== Segment start ==
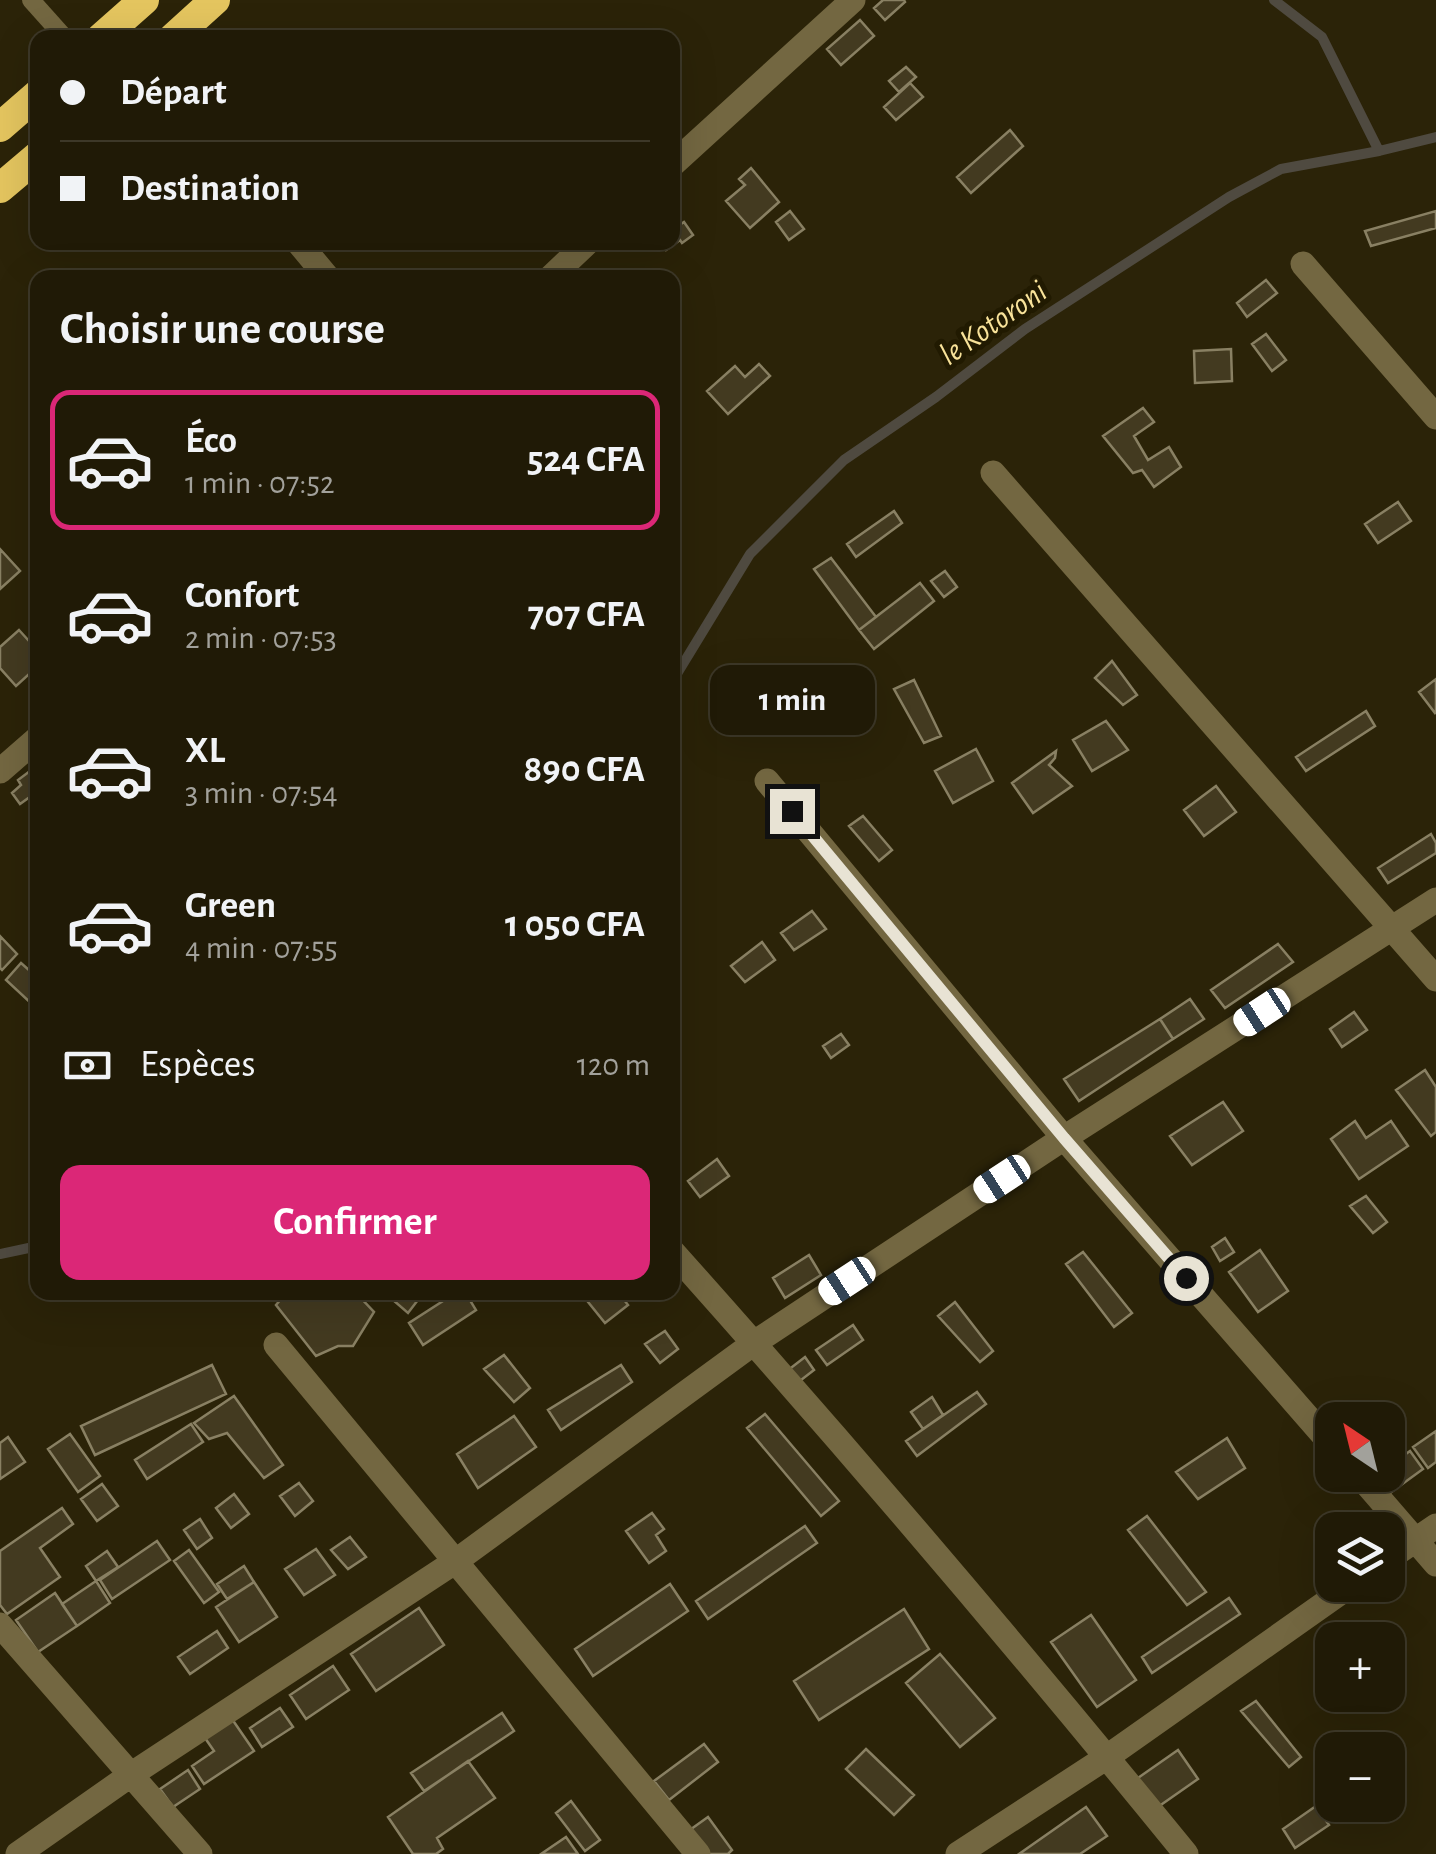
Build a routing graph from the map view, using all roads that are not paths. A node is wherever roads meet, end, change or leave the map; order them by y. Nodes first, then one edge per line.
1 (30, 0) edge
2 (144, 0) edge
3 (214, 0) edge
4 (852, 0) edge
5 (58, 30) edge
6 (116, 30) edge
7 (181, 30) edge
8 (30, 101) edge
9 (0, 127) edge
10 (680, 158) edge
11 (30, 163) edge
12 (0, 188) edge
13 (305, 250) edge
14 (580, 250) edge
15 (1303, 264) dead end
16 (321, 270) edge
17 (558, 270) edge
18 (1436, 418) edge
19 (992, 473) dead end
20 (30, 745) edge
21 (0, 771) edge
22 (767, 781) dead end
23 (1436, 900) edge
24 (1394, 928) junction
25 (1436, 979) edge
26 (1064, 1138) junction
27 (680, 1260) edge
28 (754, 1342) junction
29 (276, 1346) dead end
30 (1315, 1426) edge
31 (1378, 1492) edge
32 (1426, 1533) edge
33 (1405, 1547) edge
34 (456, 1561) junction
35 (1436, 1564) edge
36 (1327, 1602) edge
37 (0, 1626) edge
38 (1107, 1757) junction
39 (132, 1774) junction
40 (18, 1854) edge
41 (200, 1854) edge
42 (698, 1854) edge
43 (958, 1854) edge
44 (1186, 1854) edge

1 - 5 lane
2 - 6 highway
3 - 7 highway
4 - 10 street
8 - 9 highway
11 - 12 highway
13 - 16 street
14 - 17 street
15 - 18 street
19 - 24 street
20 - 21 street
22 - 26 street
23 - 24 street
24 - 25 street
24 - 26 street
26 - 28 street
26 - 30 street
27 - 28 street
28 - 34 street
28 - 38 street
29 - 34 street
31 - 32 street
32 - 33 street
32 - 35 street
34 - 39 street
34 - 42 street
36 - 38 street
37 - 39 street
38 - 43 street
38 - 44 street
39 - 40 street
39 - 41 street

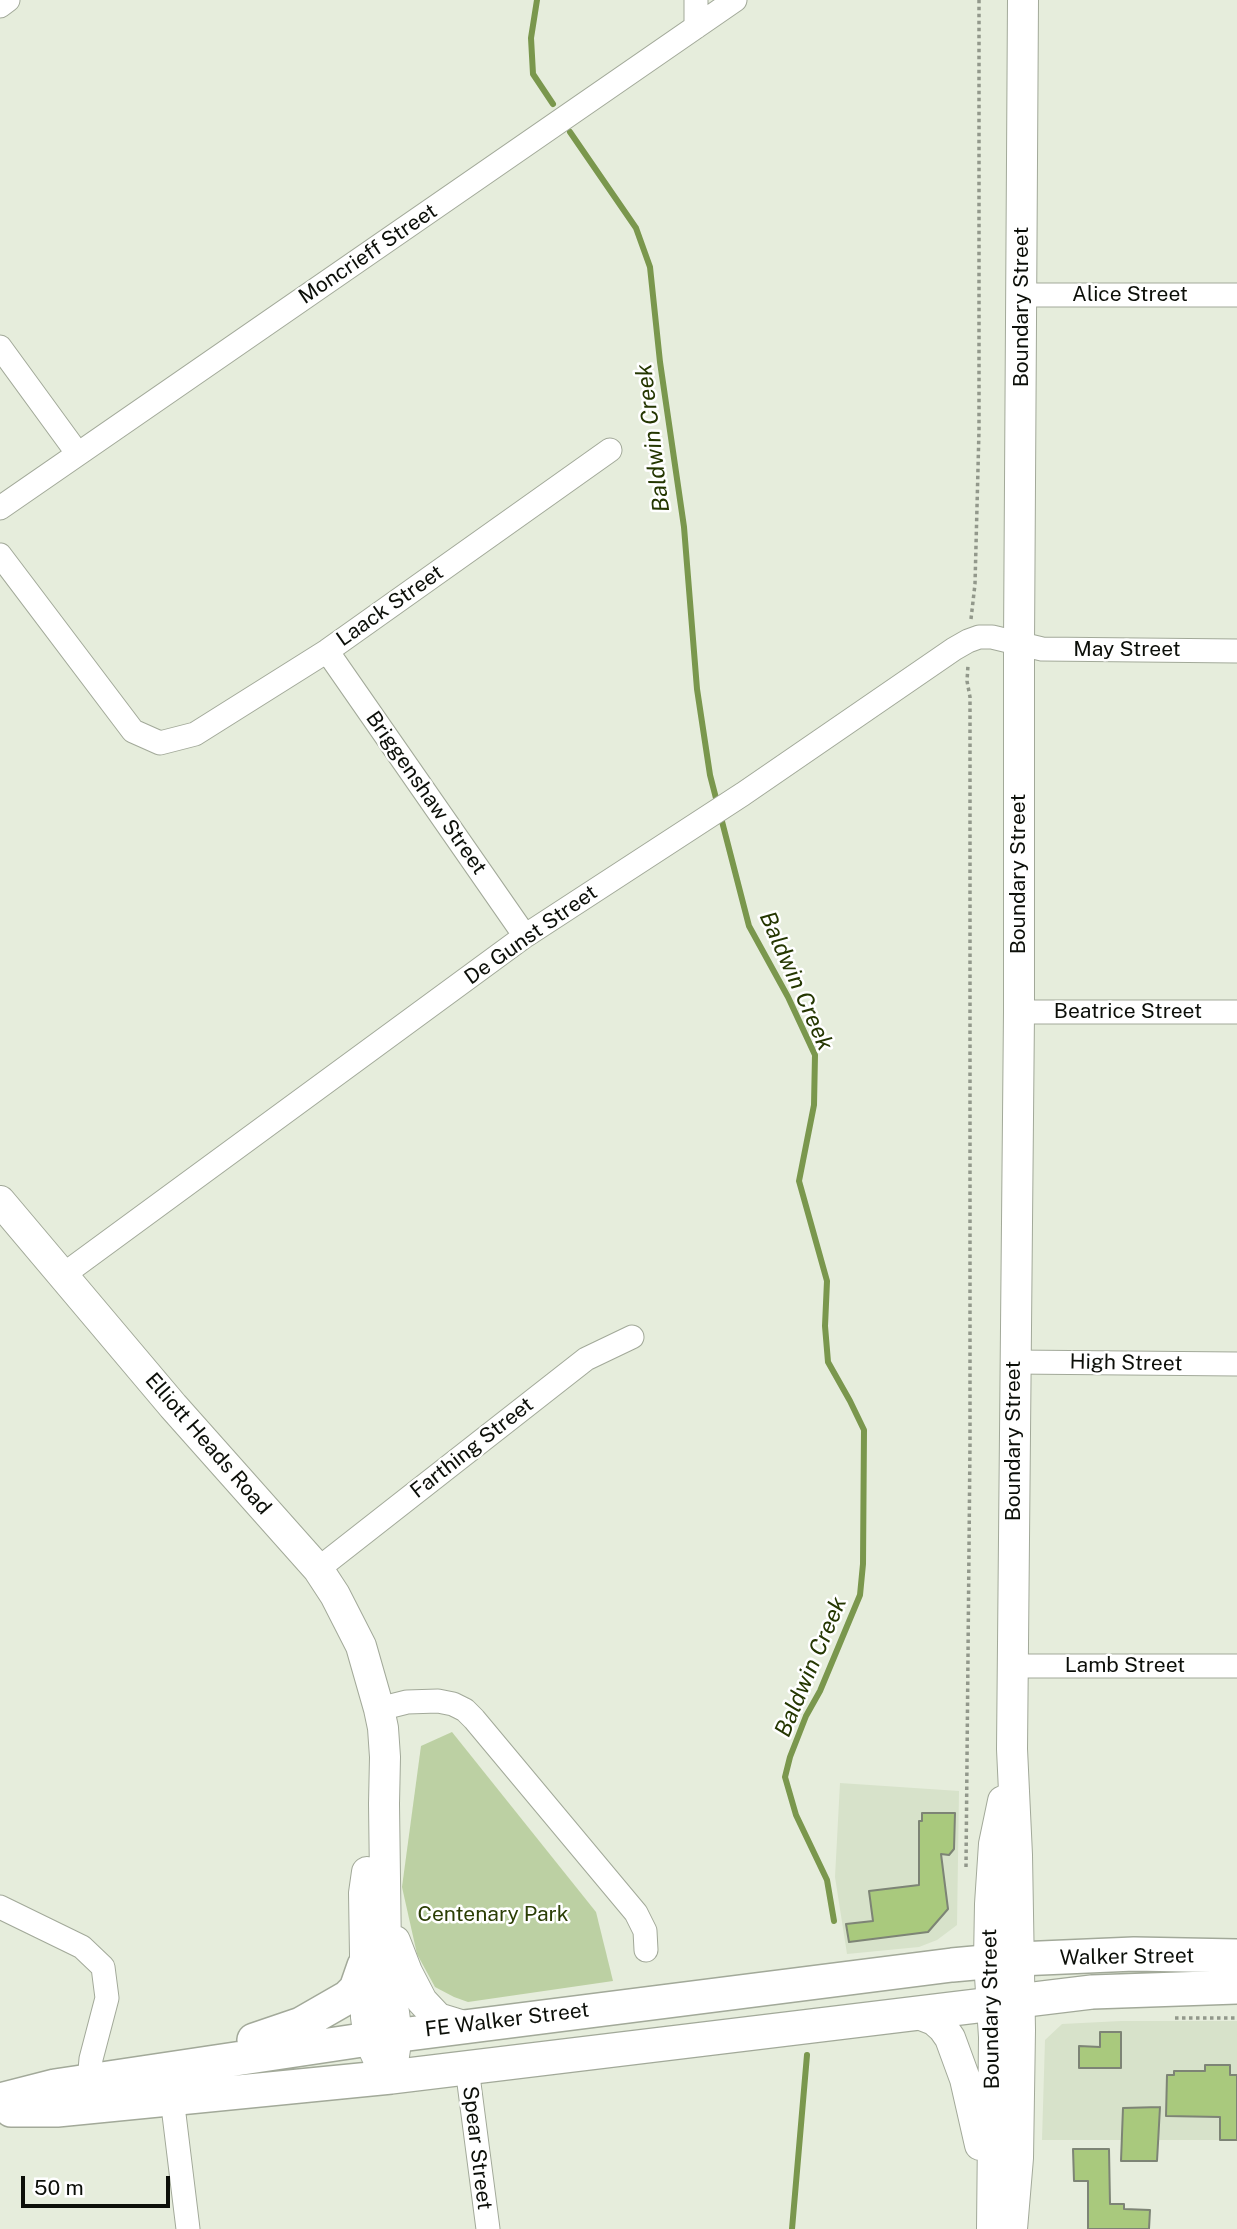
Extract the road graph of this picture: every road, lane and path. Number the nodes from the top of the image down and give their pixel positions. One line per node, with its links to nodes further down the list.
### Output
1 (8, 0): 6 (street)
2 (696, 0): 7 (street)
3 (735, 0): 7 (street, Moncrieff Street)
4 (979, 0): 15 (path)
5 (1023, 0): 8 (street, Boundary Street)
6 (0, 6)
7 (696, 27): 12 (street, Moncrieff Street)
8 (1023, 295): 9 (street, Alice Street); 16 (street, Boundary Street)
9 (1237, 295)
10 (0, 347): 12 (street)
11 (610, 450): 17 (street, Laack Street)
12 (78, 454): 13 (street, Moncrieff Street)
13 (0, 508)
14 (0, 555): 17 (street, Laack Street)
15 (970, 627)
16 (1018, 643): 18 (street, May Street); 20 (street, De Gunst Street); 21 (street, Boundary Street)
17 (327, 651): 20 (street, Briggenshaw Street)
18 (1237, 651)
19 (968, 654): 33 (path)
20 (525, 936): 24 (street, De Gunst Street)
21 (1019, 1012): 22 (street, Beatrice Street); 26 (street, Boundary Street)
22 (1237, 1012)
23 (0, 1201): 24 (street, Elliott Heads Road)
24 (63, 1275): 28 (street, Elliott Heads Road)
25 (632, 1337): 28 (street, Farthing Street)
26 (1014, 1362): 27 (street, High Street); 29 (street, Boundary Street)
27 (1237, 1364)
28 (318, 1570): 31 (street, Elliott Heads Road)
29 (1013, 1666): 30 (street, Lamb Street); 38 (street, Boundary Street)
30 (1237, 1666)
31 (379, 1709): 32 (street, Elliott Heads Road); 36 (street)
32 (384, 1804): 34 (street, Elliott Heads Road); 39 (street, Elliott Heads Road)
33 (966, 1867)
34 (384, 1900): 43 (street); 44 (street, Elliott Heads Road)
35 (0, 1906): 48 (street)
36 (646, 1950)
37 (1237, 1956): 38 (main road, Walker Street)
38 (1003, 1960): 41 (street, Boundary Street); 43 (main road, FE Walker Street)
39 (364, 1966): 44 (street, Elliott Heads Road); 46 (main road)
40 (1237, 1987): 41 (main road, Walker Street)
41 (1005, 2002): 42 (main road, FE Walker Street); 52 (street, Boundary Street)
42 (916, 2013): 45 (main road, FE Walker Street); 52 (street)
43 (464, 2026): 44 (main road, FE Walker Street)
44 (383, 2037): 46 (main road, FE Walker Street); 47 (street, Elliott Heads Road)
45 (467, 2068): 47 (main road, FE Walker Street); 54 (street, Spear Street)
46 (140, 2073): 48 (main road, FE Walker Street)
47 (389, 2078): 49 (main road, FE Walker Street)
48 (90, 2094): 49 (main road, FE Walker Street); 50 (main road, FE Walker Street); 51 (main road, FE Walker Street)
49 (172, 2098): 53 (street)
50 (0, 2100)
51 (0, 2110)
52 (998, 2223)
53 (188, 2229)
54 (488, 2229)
== Segment end ==
# Task instructions:
Exactly as written, print each entry, leaving all pictures out.

# Exercise response:
Build a routing graph from the map view, using all roads that are not paths. A node is wherever roads meet, end, change or leave the map; order them by y. Nodes first, then one edge per line.
1 (30, 0) edge
2 (144, 0) edge
3 (214, 0) edge
4 (852, 0) edge
5 (58, 30) edge
6 (116, 30) edge
7 (181, 30) edge
8 (30, 101) edge
9 (0, 127) edge
10 (680, 158) edge
11 (30, 163) edge
12 (0, 188) edge
13 (305, 250) edge
14 (580, 250) edge
15 (1303, 264) dead end
16 (321, 270) edge
17 (558, 270) edge
18 (1436, 418) edge
19 (992, 473) dead end
20 (30, 745) edge
21 (0, 771) edge
22 (767, 781) dead end
23 (1436, 900) edge
24 (1394, 928) junction
25 (1436, 979) edge
26 (1064, 1138) junction
27 (680, 1260) edge
28 (754, 1342) junction
29 (276, 1346) dead end
30 (1315, 1426) edge
31 (1378, 1492) edge
32 (1426, 1533) edge
33 (1405, 1547) edge
34 (456, 1561) junction
35 (1436, 1564) edge
36 (1327, 1602) edge
37 (0, 1626) edge
38 (1107, 1757) junction
39 (132, 1774) junction
40 (18, 1854) edge
41 (200, 1854) edge
42 (698, 1854) edge
43 (958, 1854) edge
44 (1186, 1854) edge

1 - 5 lane
2 - 6 highway
3 - 7 highway
4 - 10 street
8 - 9 highway
11 - 12 highway
13 - 16 street
14 - 17 street
15 - 18 street
19 - 24 street
20 - 21 street
22 - 26 street
23 - 24 street
24 - 25 street
24 - 26 street
26 - 28 street
26 - 30 street
27 - 28 street
28 - 34 street
28 - 38 street
29 - 34 street
31 - 32 street
32 - 33 street
32 - 35 street
34 - 39 street
34 - 42 street
36 - 38 street
37 - 39 street
38 - 43 street
38 - 44 street
39 - 40 street
39 - 41 street

Extract the road graph of this picture: every road, lane and path. Number the nodes from the top of the image down and give their pixel positions. One line per node, with its links to nodes further down the list.
### Output
1 (8, 0): 6 (street)
2 (696, 0): 7 (street)
3 (735, 0): 7 (street, Moncrieff Street)
4 (979, 0): 15 (path)
5 (1023, 0): 8 (street, Boundary Street)
6 (0, 6)
7 (696, 27): 12 (street, Moncrieff Street)
8 (1023, 295): 9 (street, Alice Street); 16 (street, Boundary Street)
9 (1237, 295)
10 (0, 347): 12 (street)
11 (610, 450): 17 (street, Laack Street)
12 (78, 454): 13 (street, Moncrieff Street)
13 (0, 508)
14 (0, 555): 17 (street, Laack Street)
15 (970, 627)
16 (1018, 643): 18 (street, May Street); 20 (street, De Gunst Street); 21 (street, Boundary Street)
17 (327, 651): 20 (street, Briggenshaw Street)
18 (1237, 651)
19 (968, 654): 33 (path)
20 (525, 936): 24 (street, De Gunst Street)
21 (1019, 1012): 22 (street, Beatrice Street); 26 (street, Boundary Street)
22 (1237, 1012)
23 (0, 1201): 24 (street, Elliott Heads Road)
24 (63, 1275): 28 (street, Elliott Heads Road)
25 (632, 1337): 28 (street, Farthing Street)
26 (1014, 1362): 27 (street, High Street); 29 (street, Boundary Street)
27 (1237, 1364)
28 (318, 1570): 31 (street, Elliott Heads Road)
29 (1013, 1666): 30 (street, Lamb Street); 38 (street, Boundary Street)
30 (1237, 1666)
31 (379, 1709): 32 (street, Elliott Heads Road); 36 (street)
32 (384, 1804): 34 (street, Elliott Heads Road); 39 (street, Elliott Heads Road)
33 (966, 1867)
34 (384, 1900): 43 (street); 44 (street, Elliott Heads Road)
35 (0, 1906): 48 (street)
36 (646, 1950)
37 (1237, 1956): 38 (main road, Walker Street)
38 (1003, 1960): 41 (street, Boundary Street); 43 (main road, FE Walker Street)
39 (364, 1966): 44 (street, Elliott Heads Road); 46 (main road)
40 (1237, 1987): 41 (main road, Walker Street)
41 (1005, 2002): 42 (main road, FE Walker Street); 52 (street, Boundary Street)
42 (916, 2013): 45 (main road, FE Walker Street); 52 (street)
43 (464, 2026): 44 (main road, FE Walker Street)
44 (383, 2037): 46 (main road, FE Walker Street); 47 (street, Elliott Heads Road)
45 (467, 2068): 47 (main road, FE Walker Street); 54 (street, Spear Street)
46 (140, 2073): 48 (main road, FE Walker Street)
47 (389, 2078): 49 (main road, FE Walker Street)
48 (90, 2094): 49 (main road, FE Walker Street); 50 (main road, FE Walker Street); 51 (main road, FE Walker Street)
49 (172, 2098): 53 (street)
50 (0, 2100)
51 (0, 2110)
52 (998, 2223)
53 (188, 2229)
54 (488, 2229)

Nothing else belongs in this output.